50. Dua Kali Mimpi Buruk

154 18 0
                                    

**

Ups! Gambar ini tidak mengikuti Pedoman Konten kami. Untuk melanjutkan publikasi, hapuslah gambar ini atau unggah gambar lain.

**

"Stop Kala! Pergi, jauhin gue!"

Suara serak itu, suara yang sangat aku kenal.

Tepat ketika aku membuka mata, hiruk pikuk sorakan terdengar. Ramai. Terasa bising.

Aku tak bisa mendengar suaranya lagi.

Mencoba mencari, menoleh ke kanan dan kiri, tetapi nihil.

Lalu, sekelebat cahaya terang muncul.

Menyilaukan dan tiba-tiba saja aku rasanya seperti ditarik paksa lalu dihempaskan.

Aku terbangun dengan napas sesak. Refleks terduduk menekan dada. Terengah seolah baru saja lari marathon. Merasakan jejak basah di kedua pipiku.

Aku masih berada di kamar, di apartemenku, bersama Sastra yang terlelap di sebelahku.

Ia menggeliat. Agaknya gerakan tiba-tibaku membuat tidurnya terganggu.

Aku menggeser duduk ke arahnya. Agak menunduk lalu mengecup pelipisnya.

"Maaf," bisikku.

Kemudian, aku turun menuju kamar mandi. Membasuh wajah di wastafel. Lantas menatap pantulan diri pada cermin.

Mimpi buruk sialan! Rutukku.

Rasanya sangat nyata, seolah memang dia menyuruhku untuk pergi.

"Kala?"

Aku tersentak. Sastra sepertinya sudah bangun.

Benar saja, saat aku kembali ke kamar, ruangan itu sudah terang benderang.

Sastra berdiri di sisi tempat tidur. Menatapku bingung dengan wajah mengantuk.

Masa sih?

Tidak mungkin kan dia menyuruhku pergi?

"Kenapa? Abis mimpi buruk ya?" tanyanya begitu perhatian.

Ia merentangkan tangan, seolah menungguku masuk ke dalam pelukannya.

Aku ingin segera menghambur ke dalam pelukannya. Namun, kedua kakiku terasa berat.
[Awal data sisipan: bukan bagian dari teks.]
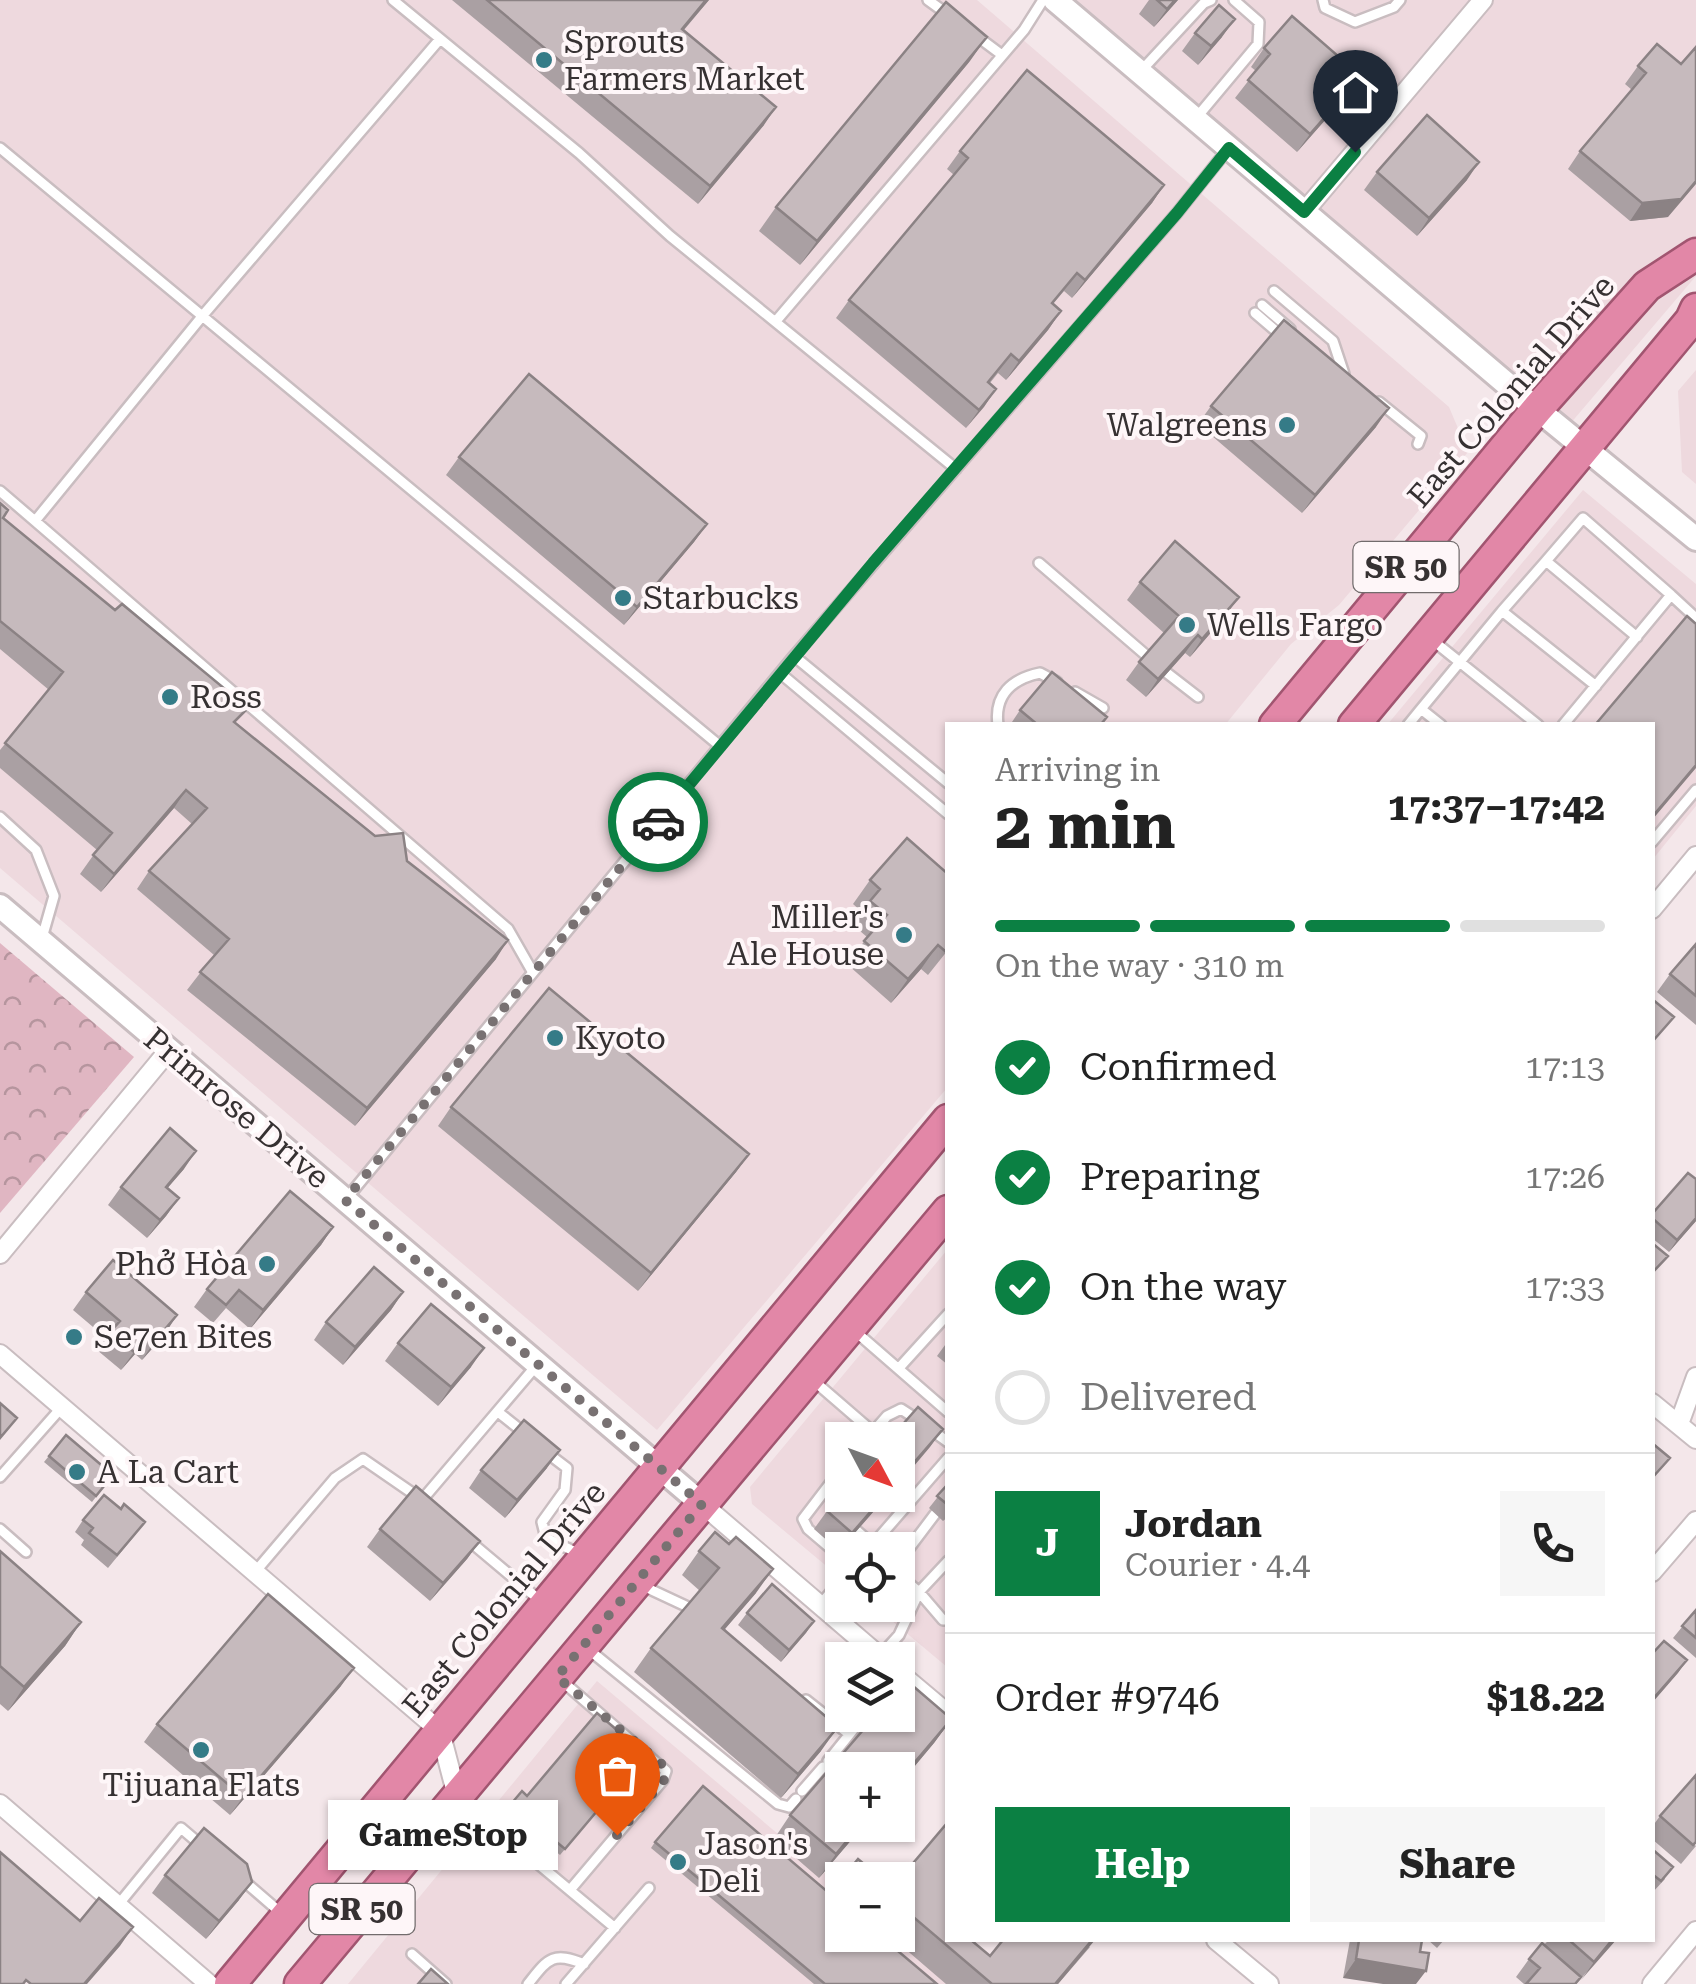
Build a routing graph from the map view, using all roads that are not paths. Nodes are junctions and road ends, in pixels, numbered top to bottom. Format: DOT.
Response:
graph roads {
  1 [pos="393,0"];
  2 [pos="928,0"];
  3 [pos="1043,0"];
  4 [pos="1055,0"];
  5 [pos="1211,0"];
  6 [pos="1234,0"];
  7 [pos="1324,0"];
  8 [pos="1400,0"];
  9 [pos="1483,0"];
  10 [pos="440,39"];
  11 [pos="1002,55"];
  12 [pos="1140,72"];
  13 [pos="1195,119"];
  14 [pos="0,148"];
  15 [pos="1229,148"];
  16 [pos="1304,212"];
  17 [pos="1696,254"];
  18 [pos="1274,291"];
  19 [pos="1258,309"];
  20 [pos="1696,309"];
  21 [pos="204,314"];
  22 [pos="776,322"];
  23 [pos="1289,335"];
  24 [pos="1326,366"];
  25 [pos="1341,372"];
  26 [pos="1356,384"];
  27 [pos="1371,395"];
  28 [pos="1538,408"];
  29 [pos="1418,444"];
  30 [pos="1587,448"];
  31 [pos="956,469"];
  32 [pos="0,491"];
  33 [pos="35,521"];
  34 [pos="1696,539"];
  35 [pos="1546,560"];
  36 [pos="1039,563"];
  37 [pos="1672,596"];
  38 [pos="1502,610"];
  39 [pos="1696,618"];
  40 [pos="1428,636"];
  41 [pos="1637,636"];
  42 [pos="794,656"];
  43 [pos="1147,656"];
  44 [pos="1461,662"];
  45 [pos="780,673"];
  46 [pos="1167,673"];
  47 [pos="1596,686"];
  48 [pos="1198,697"];
  49 [pos="1103,708"];
  50 [pos="1421,709"];
  51 [pos="998,722"];
  52 [pos="1277,722"];
  53 [pos="1356,722"];
  54 [pos="1410,722"];
  55 [pos="1437,722"];
  56 [pos="1534,722"];
  57 [pos="1566,722"];
  58 [pos="720,746"];
  59 [pos="945,780"];
  60 [pos="1696,790"];
  61 [pos="945,811"];
  62 [pos="0,818"];
  63 [pos="1655,838"];
  64 [pos="1696,856"];
  65 [pos="1655,904"];
  66 [pos="0,906"];
  67 [pos="42,941"];
  68 [pos="532,971"];
  69 [pos="169,1050"];
  70 [pos="945,1124"];
  71 [pos="345,1200"];
  72 [pos="945,1215"];
  73 [pos="0,1254"];
  74 [pos="945,1317"];
  75 [pos="850,1327"];
  76 [pos="0,1354"];
  77 [pos="538,1364"];
  78 [pos="898,1368"];
  79 [pos="809,1376"];
  80 [pos="1696,1377"];
  81 [pos="1655,1405"];
  82 [pos="62,1407"];
  83 [pos="945,1409"];
  84 [pos="498,1412"];
  85 [pos="862,1422"];
  86 [pos="881,1422"];
  87 [pos="1678,1424"];
  88 [pos="1696,1439"];
  89 [pos="945,1440"];
  90 [pos="920,1459"];
  91 [pos="945,1461"];
  92 [pos="659,1467"];
  93 [pos="935,1472"];
  94 [pos="0,1478"];
  95 [pos="915,1481"];
  96 [pos="922,1487"];
  97 [pos="825,1489"];
  98 [pos="818,1498"];
  99 [pos="422,1500"];
  100 [pos="702,1504"];
  101 [pos="825,1504"];
  102 [pos="436,1512"];
  103 [pos="936,1514"];
  104 [pos="1696,1521"];
  105 [pos="0,1529"];
  106 [pos="883,1532"];
  107 [pos="465,1537"];
  108 [pos="915,1541"];
  109 [pos="825,1543"];
  110 [pos="26,1552"];
  111 [pos="585,1556"];
  112 [pos="945,1564"];
  113 [pos="1655,1569"];
  114 [pos="255,1572"];
  115 [pos="636,1582"];
  116 [pos="915,1589"];
  117 [pos="919,1592"];
  118 [pos="825,1599"];
  119 [pos="545,1604"];
  120 [pos="820,1605"];
  121 [pos="688,1607"];
  122 [pos="945,1620"];
  123 [pos="863,1642"];
  124 [pos="894,1642"];
  125 [pos="583,1645"];
  126 [pos="557,1677"];
  127 [pos="915,1687"];
  128 [pos="803,1697"];
  129 [pos="945,1712"];
  130 [pos="440,1732"];
  131 [pos="849,1734"];
  132 [pos="458,1796"];
  133 [pos="0,1804"];
  134 [pos="210,1852"];
  135 [pos="239,1877"];
  136 [pos="649,1888"];
  137 [pos="570,1890"];
  138 [pos="118,1906"];
  139 [pos="286,1917"];
  140 [pos="615,1928"];
  141 [pos="1696,1931"];
  142 [pos="1218,1942"];
  143 [pos="412,1954"];
  144 [pos="584,1964"];
  145 [pos="209,1984"];
  146 [pos="230,1984"];
  147 [pos="300,1984"];
  148 [pos="446,1984"];
  149 [pos="528,1984"];
  150 [pos="566,1984"];
  151 [pos="1269,1984"];
  152 [pos="1652,1984"];
  1 -- 10 [label="lane"];
  2 -- 11 [label="lane"];
  3 -- 11 [label="lane"];
  4 -- 12 [label="street"];
  5 -- 12 [label="lane"];
  6 -- 13 [label="lane"];
  7 -- 8 [label="lane"];
  9 -- 16 [label="street"];
  10 -- 21 [label="lane"];
  10 -- 22 [label="lane"];
  11 -- 22 [label="lane"];
  12 -- 13 [label="street"];
  13 -- 15 [label="street"];
  14 -- 21 [label="lane"];
  15 -- 16 [label="street"];
  15 -- 31 [label="lane"];
  16 -- 28 [label="street"];
  17 -- 28 [label="highway, East Colonial Drive / SR 50"];
  18 -- 25 [label="lane"];
  19 -- 23 [label="lane"];
  20 -- 30 [label="highway, SR 50"];
  21 -- 33 [label="lane"];
  21 -- 58 [label="lane"];
  22 -- 31 [label="lane"];
  24 -- 25 [label="lane"];
  25 -- 26 [label="lane"];
  27 -- 29 [label="lane"];
  28 -- 30 [label="street"];
  28 -- 52 [label="highway, East Colonial Drive / SR 50"];
  30 -- 34 [label="street"];
  30 -- 40 [label="highway, SR 50"];
  31 -- 42 [label="lane"];
  32 -- 33 [label="lane"];
  33 -- 68 [label="lane"];
  35 -- 37 [label="lane"];
  35 -- 38 [label="lane"];
  35 -- 41 [label="lane"];
  36 -- 43 [label="lane"];
  37 -- 39 [label="lane"];
  37 -- 41 [label="lane"];
  38 -- 44 [label="lane"];
  38 -- 47 [label="lane"];
  40 -- 44 [label="lane"];
  40 -- 53 [label="highway, SR 50"];
  41 -- 47 [label="lane"];
  42 -- 45 [label="lane"];
  42 -- 59 [label="lane"];
  44 -- 50 [label="lane"];
  44 -- 56 [label="lane"];
  45 -- 58 [label="lane"];
  45 -- 61 [label="lane"];
  46 -- 48 [label="lane"];
  47 -- 57 [label="lane"];
  49 -- 51 [label="lane"];
  50 -- 54 [label="lane"];
  50 -- 55 [label="lane"];
  58 -- 68 [label="lane"];
  60 -- 63 [label="lane"];
  62 -- 67 [label="lane"];
  64 -- 65 [label="street"];
  66 -- 67 [label="street, Primrose Drive"];
  67 -- 69 [label="street, Primrose Drive"];
  68 -- 71 [label="lane"];
  69 -- 71 [label="street, Primrose Drive"];
  69 -- 73 [label="street"];
  70 -- 92 [label="highway, East Colonial Drive / SR 50"];
  71 -- 77 [label="street, Primrose Drive"];
  72 -- 75 [label="highway, SR 50"];
  74 -- 78 [label="lane"];
  75 -- 78 [label="lane"];
  75 -- 79 [label="highway, SR 50"];
  76 -- 82 [label="street"];
  77 -- 84 [label="lane"];
  77 -- 92 [label="street, Primrose Drive"];
  78 -- 83 [label="lane"];
  79 -- 85 [label="lane"];
  79 -- 100 [label="highway, SR 50"];
  80 -- 87 [label="street"];
  81 -- 87 [label="street"];
  82 -- 94 [label="lane"];
  82 -- 114 [label="street"];
  84 -- 99 [label="lane"];
  84 -- 111 [label="lane"];
  86 -- 89 [label="lane"];
  87 -- 88 [label="street"];
  90 -- 93 [label="lane"];
  91 -- 93 [label="lane"];
  92 -- 100 [label="street, Primrose Drive"];
  92 -- 111 [label="highway, East Colonial Drive / SR 50"];
  93 -- 96 [label="lane"];
  95 -- 96 [label="lane"];
  96 -- 106 [label="lane"];
  97 -- 98 [label="lane"];
  98 -- 101 [label="lane"];
  98 -- 109 [label="lane"];
  99 -- 102 [label="lane"];
  99 -- 114 [label="lane"];
  100 -- 115 [label="highway, SR 50"];
  100 -- 120 [label="street, Primrose Drive"];
  103 -- 108 [label="lane"];
  104 -- 113 [label="street"];
  105 -- 110 [label="lane"];
  107 -- 119 [label="lane"];
  111 -- 119 [label="highway, East Colonial Drive / SR 50"];
  112 -- 117 [label="lane"];
  114 -- 130 [label="street"];
  115 -- 121 [label="lane"];
  115 -- 125 [label="highway, SR 50"];
  116 -- 117 [label="lane"];
  117 -- 122 [label="lane"];
  117 -- 124 [label="lane"];
  118 -- 120 [label="lane"];
  119 -- 130 [label="highway, East Colonial Drive / SR 50"];
  120 -- 123 [label="street, Primrose Drive"];
  125 -- 126 [label="highway, SR 50"];
  125 -- 131 [label="lane"];
  126 -- 132 [label="highway, SR 50"];
  126 -- 137 [label="lane"];
  127 -- 129 [label="street"];
  128 -- 131 [label="lane"];
  130 -- 132 [label="street"];
  130 -- 139 [label="highway, East Colonial Drive / SR 50"];
  132 -- 137 [label="lane"];
  132 -- 147 [label="highway, SR 50"];
  133 -- 138 [label="street"];
  134 -- 138 [label="lane"];
  135 -- 139 [label="lane"];
  136 -- 140 [label="lane"];
  137 -- 140 [label="lane"];
  138 -- 145 [label="street"];
  139 -- 146 [label="highway, East Colonial Drive / SR 50"];
  140 -- 144 [label="lane"];
  141 -- 152 [label="street"];
  142 -- 151 [label="street"];
  143 -- 148 [label="lane"];
  144 -- 149 [label="lane"];
  144 -- 150 [label="lane"];
}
Lantas, dalam sekejap semuanya tiba-tiba gelap.

Dadaku semakin sesak. Dalam kegelapan yang mencekik, aku memanggil namanya. Menyerukan bak orang putus asa. Ah, iya. Aku memang seputus asa itu jika menyangkut dengan Sastra.

"Kak! Kak Sastra!"

"Kala?"

"Kak?"

Seperti tadi. Aku merasa ditarik. Lalu, kedua mataku terbuka.

Langit-langit kamar yang remang menjadi pemandanganku.

Kemudian, sepasang mata Sastra yang menatapku bingung.

Aku langsung menariknya. Memeluknya. Merasakan sosoknya berada di dalam dekapanku.

Aku tergugu.

"Sayang kenapa?"

"Aku ... mimpi buruk. Kamu nyuruh aku pergi. Kamu jahat." Isakku berlanjut.

Sastra mendudukkanku, lalu kembali merangkulku erat.

Aku meremas bagian depan baju Sastra, membiarkan air mataku membasahinya.

Tangannya yang besar mengusap belakang kepalaku. Menenangkanku. Rengkuhannya hangat dan nyaman.

"Udah, jangan nangis lagi ya. Itu semua cuma mimpi?"

"Kalau beneran, gimana?"

Sastra perlahan meregangkan pelukannya. Kemudian menangkup wajahku dengan kedua tangannya yang besar. Ibu jarinya mengusap permukaan kulitku pelan. Begitu lembut. Aku terbuai.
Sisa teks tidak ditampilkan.